This story was originally published Aug. 22, 2018, and has been updated with changes to the NET tool announced in May 2020.
The NCAA Division I Men’s Basketball Committee announced that beginning with the 2020-21 season, the NCAA Evaluation Tool will be changed to increase accuracy and simplify it by reducing a five-component metric to just two. The remaining factors include the Team Value Index (TVI), which is a result-based feature that rewards teams for beating quality opponents, particularly away from home, as well as an adjusted net efficiency rating.
The adjusted efficiency is a team’s net efficiency, adjusted for strength of opponent and location (home/away/neutral) across all games played. For example, a given efficiency value (net points per 100 possessions) against stronger opposition rates higher than the same efficiency against lesser opponents and having a certain efficiency on the road rates higher than the same efficiency at home.
No longer will the NET use winning percentage, adjusted winning percentage and scoring margin. The change was made after the committee consulted with Google Cloud Professional Services, which worked with the NCAA to develop the original NET.

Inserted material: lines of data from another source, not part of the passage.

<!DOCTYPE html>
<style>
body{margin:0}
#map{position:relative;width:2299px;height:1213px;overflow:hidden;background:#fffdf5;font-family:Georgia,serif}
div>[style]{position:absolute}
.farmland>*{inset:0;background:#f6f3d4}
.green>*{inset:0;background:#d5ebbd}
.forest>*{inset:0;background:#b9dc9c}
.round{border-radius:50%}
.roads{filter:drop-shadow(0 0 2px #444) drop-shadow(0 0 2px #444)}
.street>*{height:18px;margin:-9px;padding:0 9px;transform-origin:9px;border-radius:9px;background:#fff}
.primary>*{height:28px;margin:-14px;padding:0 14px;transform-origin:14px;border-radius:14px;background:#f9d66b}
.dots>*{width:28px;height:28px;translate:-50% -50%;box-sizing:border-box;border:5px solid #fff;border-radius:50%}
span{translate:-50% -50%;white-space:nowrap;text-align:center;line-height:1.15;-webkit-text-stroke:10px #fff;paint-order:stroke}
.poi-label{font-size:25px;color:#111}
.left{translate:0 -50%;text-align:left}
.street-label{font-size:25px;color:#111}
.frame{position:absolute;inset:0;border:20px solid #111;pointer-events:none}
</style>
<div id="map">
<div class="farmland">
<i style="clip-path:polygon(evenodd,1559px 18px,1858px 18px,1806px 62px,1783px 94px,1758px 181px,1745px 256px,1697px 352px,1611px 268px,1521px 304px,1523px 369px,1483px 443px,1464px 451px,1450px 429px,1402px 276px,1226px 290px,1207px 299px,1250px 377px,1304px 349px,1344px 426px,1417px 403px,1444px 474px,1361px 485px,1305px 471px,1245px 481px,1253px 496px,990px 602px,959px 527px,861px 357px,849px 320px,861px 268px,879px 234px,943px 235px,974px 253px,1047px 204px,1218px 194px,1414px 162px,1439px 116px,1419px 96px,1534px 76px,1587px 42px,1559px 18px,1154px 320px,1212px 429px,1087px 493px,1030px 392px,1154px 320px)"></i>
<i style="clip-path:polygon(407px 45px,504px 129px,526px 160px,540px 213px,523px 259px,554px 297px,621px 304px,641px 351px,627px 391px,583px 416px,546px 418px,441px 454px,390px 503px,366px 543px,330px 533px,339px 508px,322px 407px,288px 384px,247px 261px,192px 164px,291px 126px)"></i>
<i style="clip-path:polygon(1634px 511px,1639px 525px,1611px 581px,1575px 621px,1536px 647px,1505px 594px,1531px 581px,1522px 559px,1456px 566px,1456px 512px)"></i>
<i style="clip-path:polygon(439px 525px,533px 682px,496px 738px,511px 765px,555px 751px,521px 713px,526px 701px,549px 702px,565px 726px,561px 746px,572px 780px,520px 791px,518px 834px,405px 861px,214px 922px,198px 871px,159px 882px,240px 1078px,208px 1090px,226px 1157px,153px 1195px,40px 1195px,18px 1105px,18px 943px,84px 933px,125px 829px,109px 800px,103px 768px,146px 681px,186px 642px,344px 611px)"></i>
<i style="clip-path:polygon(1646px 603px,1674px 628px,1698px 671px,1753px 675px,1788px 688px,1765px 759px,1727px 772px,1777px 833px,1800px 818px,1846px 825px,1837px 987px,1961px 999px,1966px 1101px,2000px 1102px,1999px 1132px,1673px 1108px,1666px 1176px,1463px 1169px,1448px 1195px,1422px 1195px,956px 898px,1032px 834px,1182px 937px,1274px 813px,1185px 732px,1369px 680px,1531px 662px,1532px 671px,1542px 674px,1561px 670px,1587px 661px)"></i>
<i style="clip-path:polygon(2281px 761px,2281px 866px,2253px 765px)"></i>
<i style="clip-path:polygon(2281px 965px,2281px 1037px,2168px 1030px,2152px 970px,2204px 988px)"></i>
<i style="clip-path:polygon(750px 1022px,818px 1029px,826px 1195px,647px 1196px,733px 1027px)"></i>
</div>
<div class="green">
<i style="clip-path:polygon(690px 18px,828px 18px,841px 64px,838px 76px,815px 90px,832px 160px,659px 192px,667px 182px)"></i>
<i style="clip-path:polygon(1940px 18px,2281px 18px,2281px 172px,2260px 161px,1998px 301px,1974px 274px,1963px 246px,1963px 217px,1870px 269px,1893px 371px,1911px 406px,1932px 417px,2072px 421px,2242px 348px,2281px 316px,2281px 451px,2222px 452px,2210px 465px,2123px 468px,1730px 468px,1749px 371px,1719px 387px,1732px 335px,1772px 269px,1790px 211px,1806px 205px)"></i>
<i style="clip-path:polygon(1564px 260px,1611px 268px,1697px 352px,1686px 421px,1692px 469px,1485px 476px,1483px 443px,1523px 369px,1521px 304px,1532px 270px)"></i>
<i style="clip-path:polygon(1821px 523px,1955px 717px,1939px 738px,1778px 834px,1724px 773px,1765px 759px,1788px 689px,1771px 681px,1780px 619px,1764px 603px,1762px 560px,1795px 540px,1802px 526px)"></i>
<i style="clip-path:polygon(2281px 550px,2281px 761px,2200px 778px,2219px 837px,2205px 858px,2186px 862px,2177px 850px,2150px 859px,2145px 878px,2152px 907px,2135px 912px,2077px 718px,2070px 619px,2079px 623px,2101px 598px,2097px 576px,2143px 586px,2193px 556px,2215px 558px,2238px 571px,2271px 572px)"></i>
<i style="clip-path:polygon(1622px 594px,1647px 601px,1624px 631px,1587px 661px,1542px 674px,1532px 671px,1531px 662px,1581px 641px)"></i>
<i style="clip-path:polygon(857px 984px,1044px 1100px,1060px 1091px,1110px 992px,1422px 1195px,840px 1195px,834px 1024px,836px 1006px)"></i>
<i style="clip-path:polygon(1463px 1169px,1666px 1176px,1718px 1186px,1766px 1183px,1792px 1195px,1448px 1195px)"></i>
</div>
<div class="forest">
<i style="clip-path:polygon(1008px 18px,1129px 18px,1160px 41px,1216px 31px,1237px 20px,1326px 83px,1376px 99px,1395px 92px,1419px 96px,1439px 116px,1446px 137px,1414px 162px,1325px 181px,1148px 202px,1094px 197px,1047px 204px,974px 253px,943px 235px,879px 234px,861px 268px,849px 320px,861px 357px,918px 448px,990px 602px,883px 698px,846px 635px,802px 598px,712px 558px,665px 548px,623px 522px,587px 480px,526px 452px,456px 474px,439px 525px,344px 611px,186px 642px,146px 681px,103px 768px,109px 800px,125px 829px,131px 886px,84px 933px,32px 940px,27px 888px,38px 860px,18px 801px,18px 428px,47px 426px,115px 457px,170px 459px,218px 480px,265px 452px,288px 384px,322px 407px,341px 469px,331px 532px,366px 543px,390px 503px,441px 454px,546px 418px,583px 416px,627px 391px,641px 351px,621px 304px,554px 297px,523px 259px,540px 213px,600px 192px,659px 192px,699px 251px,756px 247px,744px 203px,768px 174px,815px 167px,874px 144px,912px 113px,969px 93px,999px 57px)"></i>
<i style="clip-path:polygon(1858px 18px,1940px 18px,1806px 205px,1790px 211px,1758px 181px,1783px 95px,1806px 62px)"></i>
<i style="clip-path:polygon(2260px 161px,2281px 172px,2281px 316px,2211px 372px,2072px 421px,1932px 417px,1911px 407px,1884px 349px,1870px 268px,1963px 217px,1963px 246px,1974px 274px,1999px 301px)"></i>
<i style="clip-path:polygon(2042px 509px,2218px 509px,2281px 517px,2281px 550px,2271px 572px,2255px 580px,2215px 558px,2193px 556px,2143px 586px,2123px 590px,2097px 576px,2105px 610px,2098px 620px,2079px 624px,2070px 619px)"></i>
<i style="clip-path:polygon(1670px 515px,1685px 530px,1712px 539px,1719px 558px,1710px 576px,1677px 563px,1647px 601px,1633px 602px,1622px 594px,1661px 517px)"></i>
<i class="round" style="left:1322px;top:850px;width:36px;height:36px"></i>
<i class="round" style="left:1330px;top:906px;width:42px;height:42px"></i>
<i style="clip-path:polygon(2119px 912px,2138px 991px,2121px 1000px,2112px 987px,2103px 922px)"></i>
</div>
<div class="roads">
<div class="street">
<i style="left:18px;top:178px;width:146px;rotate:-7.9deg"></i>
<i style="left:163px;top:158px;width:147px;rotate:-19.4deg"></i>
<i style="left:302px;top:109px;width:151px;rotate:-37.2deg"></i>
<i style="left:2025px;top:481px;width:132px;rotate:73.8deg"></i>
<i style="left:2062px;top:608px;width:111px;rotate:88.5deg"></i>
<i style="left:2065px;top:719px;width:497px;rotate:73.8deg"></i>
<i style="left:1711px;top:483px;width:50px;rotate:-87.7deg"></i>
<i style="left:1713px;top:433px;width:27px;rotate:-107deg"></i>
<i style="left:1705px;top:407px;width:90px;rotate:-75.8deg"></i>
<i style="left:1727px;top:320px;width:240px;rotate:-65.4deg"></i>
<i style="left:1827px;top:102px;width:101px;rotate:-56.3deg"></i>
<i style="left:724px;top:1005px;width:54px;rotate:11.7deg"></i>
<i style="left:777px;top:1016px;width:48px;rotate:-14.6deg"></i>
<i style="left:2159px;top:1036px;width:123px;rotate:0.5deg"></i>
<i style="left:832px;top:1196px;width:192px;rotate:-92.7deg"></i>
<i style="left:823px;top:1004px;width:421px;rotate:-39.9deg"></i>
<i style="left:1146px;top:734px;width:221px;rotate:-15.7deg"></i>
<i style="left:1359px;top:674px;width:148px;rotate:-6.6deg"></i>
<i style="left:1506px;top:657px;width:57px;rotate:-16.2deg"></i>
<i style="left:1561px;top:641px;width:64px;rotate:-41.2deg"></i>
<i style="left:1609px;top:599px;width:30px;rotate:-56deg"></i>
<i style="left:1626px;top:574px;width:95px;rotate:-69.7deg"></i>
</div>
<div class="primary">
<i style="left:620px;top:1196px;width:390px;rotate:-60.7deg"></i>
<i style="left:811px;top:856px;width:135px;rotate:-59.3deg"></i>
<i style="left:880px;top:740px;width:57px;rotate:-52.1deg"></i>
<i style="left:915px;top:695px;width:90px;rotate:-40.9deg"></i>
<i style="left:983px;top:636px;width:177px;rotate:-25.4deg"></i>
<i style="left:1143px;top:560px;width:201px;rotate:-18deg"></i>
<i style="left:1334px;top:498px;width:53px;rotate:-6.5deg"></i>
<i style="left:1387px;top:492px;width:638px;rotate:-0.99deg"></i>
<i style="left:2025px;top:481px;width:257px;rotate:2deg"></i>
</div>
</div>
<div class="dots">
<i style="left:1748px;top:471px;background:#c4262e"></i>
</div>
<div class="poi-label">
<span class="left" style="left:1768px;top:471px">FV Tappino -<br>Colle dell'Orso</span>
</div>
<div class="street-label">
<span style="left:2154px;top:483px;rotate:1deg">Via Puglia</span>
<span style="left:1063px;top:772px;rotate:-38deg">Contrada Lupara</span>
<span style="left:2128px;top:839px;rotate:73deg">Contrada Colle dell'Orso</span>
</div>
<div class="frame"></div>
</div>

“When we adopted the NET in 2018, we had reviewed several seasons worth of data and we insisted that we would continue to evaluate the metric,” said Dan Gavitt, the NCAA’s senior vice president of basketball. “We’ve been very satisfied with its performance thus far, but it became evident after two seasons of use that this change would be an improvement. While we will continue to monitor the metric, I don’t anticipate any additional adjustments for several years. We believe this change will result in more precision throughout the season and will be easier for our membership and the public to understand.
The updated NET is consistent with the women’s basketball NET, which was revealed last week after the Division I Women’s Basketball Committee worked with a team from Google Cloud to evaluate women’s basketball statistical data for a 10-year period.
In addition, the overall and non-conference strength of schedule has been modernized to reflect a truer measure for how hard it is to defeat opponents. The strength of schedule is based on rating every game on a team's schedule for how hard it would be for an NCAA tournament-caliber team to win. It considers opponent strength and site of each game, assigning each game a difficulty score. Aggregating these across all games results in an overall expected win percentage versus a team's schedule, which can be ranked to get a better measure of the strength of schedule.